Rating:
Essays on love, break-ups, and relationships tend to fall into one of two camps: serious writing—which can come across as self-absorbed and self-pitying (particularly if the writer is young enough to believe his suffering surpasses everything anyone else has ever experienced) or light writing—which risks veering into chick-lit (or, equally unfortunate, lad lit) territory. This collection of twenty-three humorous essays steers clear of both pitfalls. It is light (without being “lite”) and almost every essay is very funny and very well-written.
The contributors include many well-known novelists and memoirists: Junot Diaz, Jennifer Finney Boylan, Josh Kilmer-Purcell, Said Sayrafiezadeh, as well as two graphic artists—Lynda Barry and Emily Flake.

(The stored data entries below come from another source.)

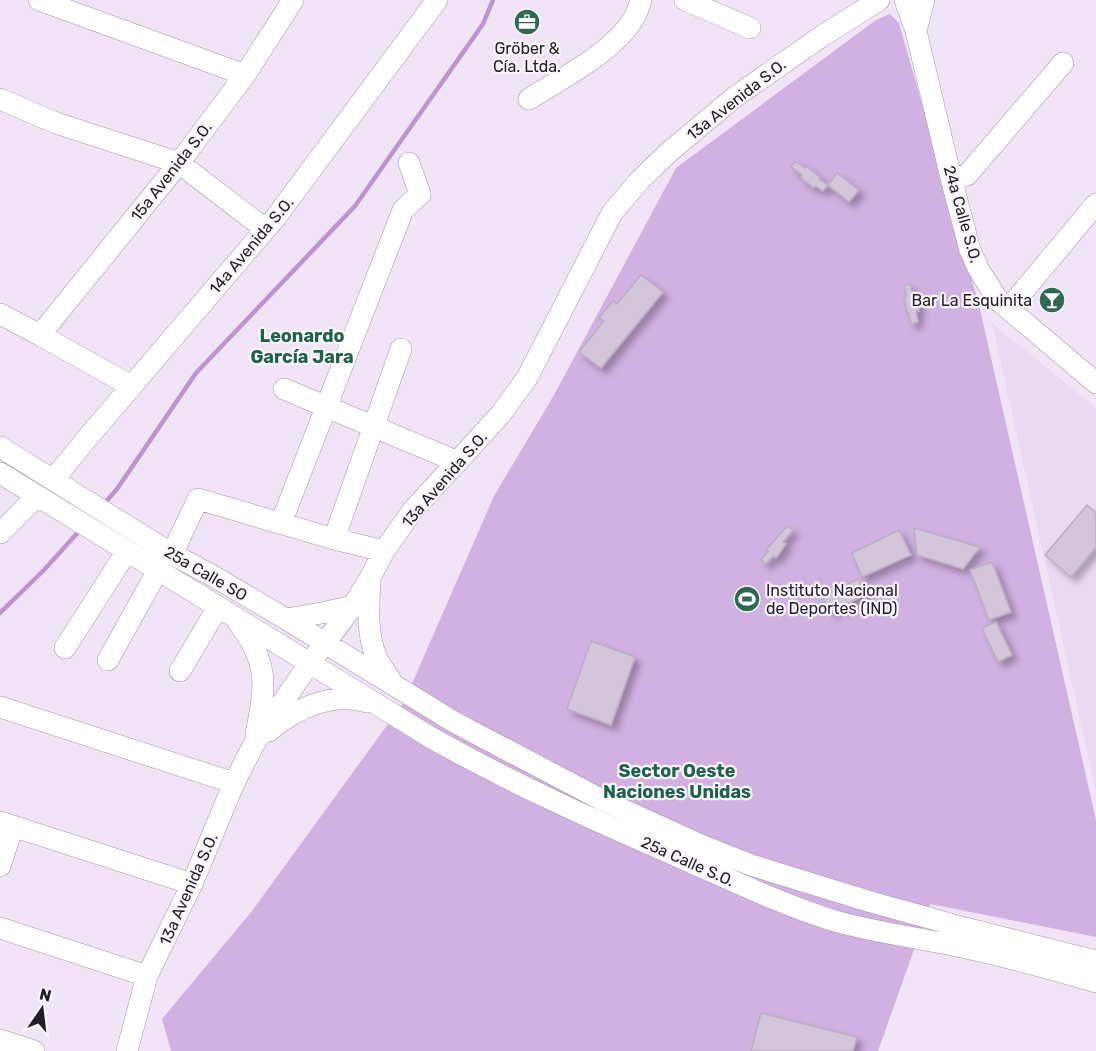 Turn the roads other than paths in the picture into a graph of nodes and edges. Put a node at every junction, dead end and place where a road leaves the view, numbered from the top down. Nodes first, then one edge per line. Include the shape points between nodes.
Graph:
1 (39, 0) edge
2 (293, 0) edge
3 (437, 0) edge
4 (640, 0) edge
5 (685, 0) edge
6 (879, 0) edge
7 (905, 0) edge
8 (924, 0) edge
9 (750, 28) dead end
10 (916, 31) junction
11 (1063, 63) dead end
12 (245, 75) junction
13 (0, 99) edge
14 (529, 99) dead end
15 (179, 163) junction
16 (409, 163) dead end
17 (951, 178) junction
18 (1096, 204) edge
19 (265, 229) junction
20 (1009, 308) junction
21 (0, 314) edge
22 (40, 335) junction
23 (400, 349) dead end
24 (1096, 383) edge
25 (131, 386) junction
26 (284, 389) dead end
27 (326, 407) junction
28 (373, 427) junction
29 (0, 447) edge
30 (458, 462) junction
31 (0, 473) edge
32 (53, 480) junction
33 (37, 495) junction
34 (281, 523) junction
35 (0, 533) edge
36 (334, 539) junction
37 (127, 551) junction
38 (384, 551) junction
39 (165, 562) junction
40 (370, 579) junction
41 (353, 606) junction
42 (225, 612) junction
43 (286, 619) junction
44 (324, 643) junction
45 (65, 648) dead end
46 (108, 660) dead end
47 (309, 664) junction
48 (180, 671) dead end
49 (394, 687) junction
50 (380, 705) junction
51 (0, 707) edge
52 (254, 744) junction
53 (234, 783) junction
54 (7, 824) edge
55 (751, 865) junction
56 (0, 866) edge
57 (192, 884) junction
58 (743, 885) junction
59 (0, 928) edge
60 (1096, 961) edge
61 (147, 976) junction
62 (1096, 982) edge
63 (0, 1040) edge
64 (34, 1051) edge
65 (127, 1051) edge

1 - 12 street
2 - 12 street, 15a Avenida S.O.
3 - 19 street, 14a Avenida S.O.
4 - 14 street via 636,16 602,52
5 - 9 street
6 - 30 street, 13a Avenida S.O. via 736,96 640,180 612,213 527,378
7 - 10 street, 24a Calle S.O.
8 - 10 street
10 - 17 street, 24a Calle S.O.
11 - 17 street via 967,175
12 - 15 street, 15a Avenida S.O.
13 - 15 street via 56,123
15 - 19 street
15 - 22 street, 15a Avenida S.O.
16 - 27 street via 420,194 404,210
17 - 20 street, 24a Calle S.O. via 970,250 998,300
18 - 20 street
19 - 25 street, 14a Avenida S.O.
20 - 24 street, 24a Calle S.O.
21 - 22 street
22 - 25 street
23 - 28 street
25 - 32 street, 14a Avenida S.O.
26 - 27 street
27 - 28 street
27 - 34 street
28 - 30 street
28 - 36 street
29 - 32 street
30 - 38 street, 13a Avenida S.O. via 413,510
31 - 33 street
32 - 39 street, 25a Calle SO via 111,516
33 - 35 street
33 - 37 street, 25a Calle SO
34 - 36 street
34 - 39 street via 198,499
36 - 38 street
37 - 39 street, 25a Calle SO
37 - 45 street
38 - 40 street, 13a Avenida S.O.
39 - 42 street, 25a Calle SO
39 - 43 street, 25a Calle SO via 213,576
39 - 46 street
40 - 41 street, 13a Avenida S.O.
40 - 49 street via 370,636 376,657
41 - 43 street
41 - 44 street, 13a Avenida S.O.
42 - 47 street, 25a Calle SO
42 - 48 street
42 - 52 street via 246,633 262,671 264,692
43 - 44 street, 25a Calle SO
44 - 47 street, 13a Avenida S.O.
44 - 49 street, 25a Calle S.O.
47 - 50 street, 25a Calle S.O.
47 - 52 street, 13a Avenida S.O.
49 - 55 street, 25a Calle S.O. via 602,800
50 - 52 street via 351,698 313,705 285,718
50 - 58 street, 25a Calle S.O. via 496,773
51 - 53 street
52 - 53 street, 13a Avenida S.O.
53 - 57 street, 13a Avenida S.O.
54 - 56 street
54 - 57 street
55 - 58 street
55 - 60 street, 25a Calle S.O. via 882,905
57 - 61 street, 13a Avenida S.O.
58 - 62 street, 25a Calle S.O. via 834,921 994,954
59 - 61 street
61 - 65 street, 13a Avenida S.O.
63 - 64 street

There are a few weak stories, in particular Brock Clarke’s, which begins with a promising first sentence, “She didn’t leave me with a broken heart, but she did leave me bleeding from both wrists and lying faceup in a puddle of someone else’s vomit, wearing someone else’s shirt,” but then devolves into pointless repetition and ends with the reader feeling annoyed at having listened to a long tedious story waiting for a payoff that never comes.

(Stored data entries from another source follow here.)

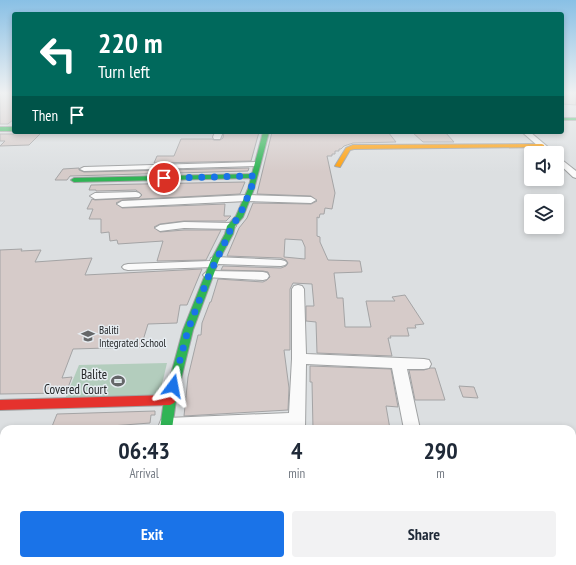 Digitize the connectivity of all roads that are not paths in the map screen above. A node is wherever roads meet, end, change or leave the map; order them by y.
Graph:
1 (12, 129) edge
2 (0, 130) edge
3 (265, 134) edge
4 (528, 134) edge
5 (524, 146) edge
6 (542, 146) edge
7 (257, 164) junction
8 (564, 164) edge
9 (338, 166) dead end
10 (84, 169) dead end
11 (576, 175) edge
12 (254, 176) junction
13 (74, 180) dead end
14 (249, 193) junction
15 (95, 196) dead end
16 (311, 200) dead end
17 (122, 204) dead end
18 (231, 226) junction
19 (160, 228) dead end
20 (280, 263) dead end
21 (212, 266) junction
22 (128, 267) dead end
23 (263, 276) dead end
24 (298, 289) dead end
25 (299, 359) junction
26 (398, 364) junction
27 (424, 364) dead end
28 (170, 400) junction
29 (0, 405) edge
30 (297, 424) edge
31 (166, 425) edge
32 (253, 425) edge
33 (411, 425) edge

1 - 2 street
3 - 7 street
4 - 6 street
5 - 9 street
7 - 10 street
7 - 12 street
8 - 11 street
12 - 13 street
12 - 14 street
14 - 15 street
14 - 16 street
14 - 17 street
14 - 18 street
18 - 19 street
18 - 21 street
20 - 21 street
21 - 22 street
21 - 23 street
21 - 28 street
24 - 25 street
25 - 26 street
25 - 30 street
26 - 27 street
26 - 33 street
28 - 29 street
28 - 31 street
30 - 32 street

Several of the outstanding entries include Jami Attenberg describing a new relationship:
“You realize that he only has one sex trick, the sex against the wall. Like he saw it in a movie once and decided if he could just do that he would be the best lover ever and then he never decided to learn any other trick again. A one-trick pony. You picture him whinnying and waving a long, dirty mane in the air. Pawing the ground sadly.”
Wendy McClure’s portrayal of the boyfriend we all know is wrong, but she keeps dating him anyway:
“Things that indicated he wasn’t quite what I thought he would be, but chose to ignore for the time being:
1. The Guggenheim thing clearly wasn’t going to work out, considering the only thing he’s published had been a Listmania! list he’d posted on Amazon.com, with his favorite books, mostly surrealist erotica. ‘Literary Journeys into the Dark Dreamworld of Sexuality,’ the list was called, ‘by Benjamin J. Gottlieb, Writer.’
2. He couldn’t show me his novel yet or say how long it was because it was still untyped. Like, all of it.
3. He only rode his bike when he couldn’t depend on someone (like me) for a ride.
4. He had no driver’s license.
5. Or bank account.”
And Dave White’s hilarious account of the one-night stand who won’t go away:
“The sentence, ‘My boyfriend likes to _______,’ which was This Guy’s version of a good morning, is relevant for two reasons. The first reason is that the sexual act he referred to, the one I’ve self-censored, is, as I’ve mentioned, a really boring one. But his voice decorated it with a sort of porny Christmas-tree flocking and an icky sensuality that transformed him, in that moment, into a man wearing a Dacron, thigh-length bathrobe, holding a bottle of massage oil in one hand and a box of strawberry-daiquiri-flavored condoms in another… The other relevant fact is that this Guy called me his boyfriend after knowing me approximately eight hours. Not being very hungover at all, I picked up on this, noting it as something of a howling siren of insanity.”